Wow....lt has been so long since I've been here! I just got overwhelmed with all the things I do. Email, youtube video, here and posting on another forum. Well I think I will come back to this. I can always copy and paste to other places if I feel it necessary. The forum is being revamped on Wednesday and I can link this blog to a blog on my forum so that works. I haven't done a video in forever but that is something else.

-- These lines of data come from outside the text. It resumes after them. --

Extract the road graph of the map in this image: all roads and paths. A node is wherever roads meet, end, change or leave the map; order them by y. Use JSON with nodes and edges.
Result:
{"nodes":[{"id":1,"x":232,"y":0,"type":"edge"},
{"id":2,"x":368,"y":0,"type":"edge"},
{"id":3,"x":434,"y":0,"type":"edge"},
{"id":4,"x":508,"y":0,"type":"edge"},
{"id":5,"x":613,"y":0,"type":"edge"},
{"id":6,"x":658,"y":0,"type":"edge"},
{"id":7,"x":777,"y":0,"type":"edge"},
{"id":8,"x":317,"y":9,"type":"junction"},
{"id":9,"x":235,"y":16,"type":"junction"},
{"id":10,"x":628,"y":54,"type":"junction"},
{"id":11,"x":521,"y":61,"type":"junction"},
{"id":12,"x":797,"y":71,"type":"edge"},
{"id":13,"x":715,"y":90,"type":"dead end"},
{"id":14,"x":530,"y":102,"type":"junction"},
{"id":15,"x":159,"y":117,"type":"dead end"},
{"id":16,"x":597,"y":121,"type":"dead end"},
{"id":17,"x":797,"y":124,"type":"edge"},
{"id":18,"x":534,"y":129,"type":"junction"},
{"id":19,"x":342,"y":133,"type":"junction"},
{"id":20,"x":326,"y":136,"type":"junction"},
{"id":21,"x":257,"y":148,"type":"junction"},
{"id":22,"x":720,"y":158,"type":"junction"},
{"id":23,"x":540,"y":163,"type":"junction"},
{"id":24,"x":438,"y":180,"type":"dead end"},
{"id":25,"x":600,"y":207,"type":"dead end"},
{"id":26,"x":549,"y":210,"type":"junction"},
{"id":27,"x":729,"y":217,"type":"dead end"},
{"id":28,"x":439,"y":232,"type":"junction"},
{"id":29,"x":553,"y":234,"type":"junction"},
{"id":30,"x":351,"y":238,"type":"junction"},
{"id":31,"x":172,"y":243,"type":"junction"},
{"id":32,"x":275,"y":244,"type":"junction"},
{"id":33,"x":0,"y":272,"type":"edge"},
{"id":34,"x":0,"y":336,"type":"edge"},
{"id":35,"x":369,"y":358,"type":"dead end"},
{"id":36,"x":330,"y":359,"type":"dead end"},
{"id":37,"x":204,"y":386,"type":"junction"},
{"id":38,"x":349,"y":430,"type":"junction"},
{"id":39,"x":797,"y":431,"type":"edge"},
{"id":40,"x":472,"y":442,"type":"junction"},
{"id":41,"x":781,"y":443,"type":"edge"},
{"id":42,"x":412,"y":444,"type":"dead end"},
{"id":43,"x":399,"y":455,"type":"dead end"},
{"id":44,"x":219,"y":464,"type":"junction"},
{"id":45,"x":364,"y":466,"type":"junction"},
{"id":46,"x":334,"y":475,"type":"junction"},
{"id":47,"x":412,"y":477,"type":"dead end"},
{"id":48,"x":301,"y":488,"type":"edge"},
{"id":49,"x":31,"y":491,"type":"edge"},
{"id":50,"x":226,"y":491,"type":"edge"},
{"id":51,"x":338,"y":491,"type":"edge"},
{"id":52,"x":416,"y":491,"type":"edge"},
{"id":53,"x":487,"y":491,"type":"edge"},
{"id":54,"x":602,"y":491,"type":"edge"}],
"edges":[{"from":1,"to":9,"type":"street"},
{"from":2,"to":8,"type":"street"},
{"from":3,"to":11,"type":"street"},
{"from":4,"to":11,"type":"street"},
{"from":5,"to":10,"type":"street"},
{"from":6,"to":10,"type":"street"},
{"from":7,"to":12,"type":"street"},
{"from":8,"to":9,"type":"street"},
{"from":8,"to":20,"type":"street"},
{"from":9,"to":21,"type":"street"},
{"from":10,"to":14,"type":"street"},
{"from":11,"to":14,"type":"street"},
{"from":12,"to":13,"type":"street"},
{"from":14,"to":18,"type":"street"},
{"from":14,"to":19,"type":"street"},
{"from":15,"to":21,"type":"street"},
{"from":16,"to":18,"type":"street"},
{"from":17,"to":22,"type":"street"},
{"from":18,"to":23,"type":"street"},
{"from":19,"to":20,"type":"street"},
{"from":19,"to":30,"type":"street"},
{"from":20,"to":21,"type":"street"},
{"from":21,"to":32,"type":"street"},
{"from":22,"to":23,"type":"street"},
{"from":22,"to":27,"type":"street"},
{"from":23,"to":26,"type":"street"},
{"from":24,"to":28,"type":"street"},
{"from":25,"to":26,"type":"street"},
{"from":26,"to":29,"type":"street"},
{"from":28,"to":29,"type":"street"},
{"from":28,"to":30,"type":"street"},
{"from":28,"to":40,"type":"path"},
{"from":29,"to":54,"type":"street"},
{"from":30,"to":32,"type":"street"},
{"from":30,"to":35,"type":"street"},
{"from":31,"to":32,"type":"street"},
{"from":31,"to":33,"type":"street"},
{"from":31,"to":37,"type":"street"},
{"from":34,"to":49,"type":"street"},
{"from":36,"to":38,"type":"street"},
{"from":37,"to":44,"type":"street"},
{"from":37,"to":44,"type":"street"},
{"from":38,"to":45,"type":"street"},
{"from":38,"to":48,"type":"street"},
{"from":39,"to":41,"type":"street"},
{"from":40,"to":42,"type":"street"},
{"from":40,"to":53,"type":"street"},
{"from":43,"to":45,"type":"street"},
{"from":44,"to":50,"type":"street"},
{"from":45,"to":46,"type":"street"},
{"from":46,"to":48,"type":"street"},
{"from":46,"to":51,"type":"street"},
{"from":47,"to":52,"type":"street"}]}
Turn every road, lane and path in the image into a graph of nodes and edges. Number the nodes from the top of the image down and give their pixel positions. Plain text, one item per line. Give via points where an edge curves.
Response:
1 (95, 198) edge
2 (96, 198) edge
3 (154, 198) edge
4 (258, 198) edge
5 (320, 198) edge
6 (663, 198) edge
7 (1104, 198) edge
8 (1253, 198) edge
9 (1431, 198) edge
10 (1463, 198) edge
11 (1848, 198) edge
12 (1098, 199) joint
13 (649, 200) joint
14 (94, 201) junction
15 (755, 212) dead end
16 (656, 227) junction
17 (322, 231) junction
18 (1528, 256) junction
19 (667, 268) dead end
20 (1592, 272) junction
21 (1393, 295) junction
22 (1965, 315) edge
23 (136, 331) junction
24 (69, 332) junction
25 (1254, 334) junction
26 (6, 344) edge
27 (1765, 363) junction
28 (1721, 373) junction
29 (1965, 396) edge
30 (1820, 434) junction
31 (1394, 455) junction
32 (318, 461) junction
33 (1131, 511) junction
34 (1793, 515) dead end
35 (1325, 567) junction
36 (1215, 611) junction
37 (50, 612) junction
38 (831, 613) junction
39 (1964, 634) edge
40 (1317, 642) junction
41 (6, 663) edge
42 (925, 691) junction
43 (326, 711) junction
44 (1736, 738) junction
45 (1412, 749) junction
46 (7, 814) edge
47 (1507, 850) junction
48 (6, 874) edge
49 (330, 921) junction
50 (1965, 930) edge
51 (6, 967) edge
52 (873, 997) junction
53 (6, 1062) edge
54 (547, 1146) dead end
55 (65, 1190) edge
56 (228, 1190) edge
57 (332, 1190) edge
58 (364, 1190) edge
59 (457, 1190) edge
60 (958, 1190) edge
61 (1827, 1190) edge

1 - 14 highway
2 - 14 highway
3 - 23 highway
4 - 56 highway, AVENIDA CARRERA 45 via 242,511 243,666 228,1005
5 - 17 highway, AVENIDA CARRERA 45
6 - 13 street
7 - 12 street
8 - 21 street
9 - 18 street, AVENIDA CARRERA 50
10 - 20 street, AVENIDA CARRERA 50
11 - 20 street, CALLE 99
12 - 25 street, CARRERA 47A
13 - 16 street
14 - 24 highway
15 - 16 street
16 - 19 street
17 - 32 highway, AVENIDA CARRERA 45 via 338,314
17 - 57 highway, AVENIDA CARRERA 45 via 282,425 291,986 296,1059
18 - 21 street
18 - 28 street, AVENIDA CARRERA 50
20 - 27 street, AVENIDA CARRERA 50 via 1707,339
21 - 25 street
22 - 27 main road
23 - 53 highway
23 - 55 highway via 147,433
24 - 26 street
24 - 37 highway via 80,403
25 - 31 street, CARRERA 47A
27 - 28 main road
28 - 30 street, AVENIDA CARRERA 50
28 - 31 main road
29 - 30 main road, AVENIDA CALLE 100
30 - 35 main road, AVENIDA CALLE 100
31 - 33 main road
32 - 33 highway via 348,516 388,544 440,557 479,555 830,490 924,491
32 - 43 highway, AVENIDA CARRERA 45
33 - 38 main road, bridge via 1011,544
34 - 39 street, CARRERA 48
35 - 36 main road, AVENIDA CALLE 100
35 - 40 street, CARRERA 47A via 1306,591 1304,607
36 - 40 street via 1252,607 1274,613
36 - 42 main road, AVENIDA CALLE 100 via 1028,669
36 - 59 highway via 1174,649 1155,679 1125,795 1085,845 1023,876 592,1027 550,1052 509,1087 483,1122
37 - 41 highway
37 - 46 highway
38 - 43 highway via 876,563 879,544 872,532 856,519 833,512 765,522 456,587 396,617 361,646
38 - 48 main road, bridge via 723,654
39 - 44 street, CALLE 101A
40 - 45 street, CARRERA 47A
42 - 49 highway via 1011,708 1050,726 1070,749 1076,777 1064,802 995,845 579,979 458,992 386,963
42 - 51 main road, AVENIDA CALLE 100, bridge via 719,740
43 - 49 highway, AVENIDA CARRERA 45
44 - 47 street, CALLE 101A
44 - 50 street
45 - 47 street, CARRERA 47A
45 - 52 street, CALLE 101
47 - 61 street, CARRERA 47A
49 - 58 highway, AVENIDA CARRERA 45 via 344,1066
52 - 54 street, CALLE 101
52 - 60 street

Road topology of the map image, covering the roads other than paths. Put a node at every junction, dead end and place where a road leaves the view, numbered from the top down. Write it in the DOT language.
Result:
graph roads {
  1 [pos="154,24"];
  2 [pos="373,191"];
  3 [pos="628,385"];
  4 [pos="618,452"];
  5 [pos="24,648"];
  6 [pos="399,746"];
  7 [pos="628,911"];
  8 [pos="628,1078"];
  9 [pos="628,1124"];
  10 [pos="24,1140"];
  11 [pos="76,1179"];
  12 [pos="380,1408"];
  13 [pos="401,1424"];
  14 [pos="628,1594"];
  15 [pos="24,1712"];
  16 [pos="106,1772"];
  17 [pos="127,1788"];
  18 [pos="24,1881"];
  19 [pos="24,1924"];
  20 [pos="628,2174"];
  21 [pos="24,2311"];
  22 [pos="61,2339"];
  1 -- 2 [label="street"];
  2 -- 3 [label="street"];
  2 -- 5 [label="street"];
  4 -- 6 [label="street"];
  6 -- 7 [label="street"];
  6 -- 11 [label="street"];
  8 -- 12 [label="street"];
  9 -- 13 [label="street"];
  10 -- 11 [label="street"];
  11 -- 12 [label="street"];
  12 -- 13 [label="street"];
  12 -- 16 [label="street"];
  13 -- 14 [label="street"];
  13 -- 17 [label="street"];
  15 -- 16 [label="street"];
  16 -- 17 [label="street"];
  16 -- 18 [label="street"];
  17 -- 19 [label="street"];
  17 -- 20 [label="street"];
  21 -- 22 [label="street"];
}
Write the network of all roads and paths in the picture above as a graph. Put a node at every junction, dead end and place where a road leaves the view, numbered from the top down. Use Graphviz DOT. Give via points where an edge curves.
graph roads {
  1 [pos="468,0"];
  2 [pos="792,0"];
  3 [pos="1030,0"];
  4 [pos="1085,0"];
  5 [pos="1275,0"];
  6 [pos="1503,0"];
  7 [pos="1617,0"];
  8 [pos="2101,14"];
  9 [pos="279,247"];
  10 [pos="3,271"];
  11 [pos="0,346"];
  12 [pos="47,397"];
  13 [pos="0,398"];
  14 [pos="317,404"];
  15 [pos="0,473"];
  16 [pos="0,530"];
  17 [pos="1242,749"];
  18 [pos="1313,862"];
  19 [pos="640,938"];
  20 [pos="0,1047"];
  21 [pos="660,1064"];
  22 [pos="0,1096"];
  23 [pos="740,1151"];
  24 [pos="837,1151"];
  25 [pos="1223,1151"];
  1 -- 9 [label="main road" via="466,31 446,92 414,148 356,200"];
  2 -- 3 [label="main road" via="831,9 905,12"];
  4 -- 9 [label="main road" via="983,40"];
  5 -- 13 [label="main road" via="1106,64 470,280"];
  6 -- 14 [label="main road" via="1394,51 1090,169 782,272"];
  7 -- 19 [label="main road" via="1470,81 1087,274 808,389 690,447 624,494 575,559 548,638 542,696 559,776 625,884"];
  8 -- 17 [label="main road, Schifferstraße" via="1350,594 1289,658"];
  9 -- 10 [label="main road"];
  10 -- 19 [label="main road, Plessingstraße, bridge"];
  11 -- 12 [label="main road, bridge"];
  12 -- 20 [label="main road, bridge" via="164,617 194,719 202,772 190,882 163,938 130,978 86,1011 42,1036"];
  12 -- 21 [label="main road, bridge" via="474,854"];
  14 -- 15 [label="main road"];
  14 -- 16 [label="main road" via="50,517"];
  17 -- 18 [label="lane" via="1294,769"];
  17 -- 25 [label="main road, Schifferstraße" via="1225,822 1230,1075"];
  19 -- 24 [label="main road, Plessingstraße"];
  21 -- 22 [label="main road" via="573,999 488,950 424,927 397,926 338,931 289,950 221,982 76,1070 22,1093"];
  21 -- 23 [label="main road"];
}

Well as a recap I lost 58 pounds on my own. I completed the Kaiser 24 week program, I passed the walking test, my labs are all within the normal range and I have an appointment with my bariatric surgeon on Wednesday. Which leads me to my current feelings. I am scared. I am excited. I am anxious. I wish they would schedule the surgery quickly so that I didn't have time to have the roller coaster of emotions I am going through. I am trying to be calm but on the inside I am going nuts. I've been a bit depressed being that I know how far on the bad side I have come. Meaning I have hit rock bottom. I can barely walk which scares me to death. It is crazy how fast my knees have deteriorated. I mean I knew they would over time at my weight but it was much faster than I had expected. I am excited for my new life though. Excited to wake up and have a 2nd chance at life. I'm trying to think about all the positives but once in a while a negative thought will scream at me. Uggghhh... I hate that mind chatter. In any event I just wanted to let go of some sadness I am experiencing. Not sure what is making me sad. Maybe it is saying goodbye to the old me. I mean I do not like the old me but still is a sadness in it. I need to let go and think of all the wonderful things my life is going to bring because of the decision I have made for myself. Wow! So much to look forward to. I can't wait to be "healthy" and to be a "normal" weight.
See you on the losers bench!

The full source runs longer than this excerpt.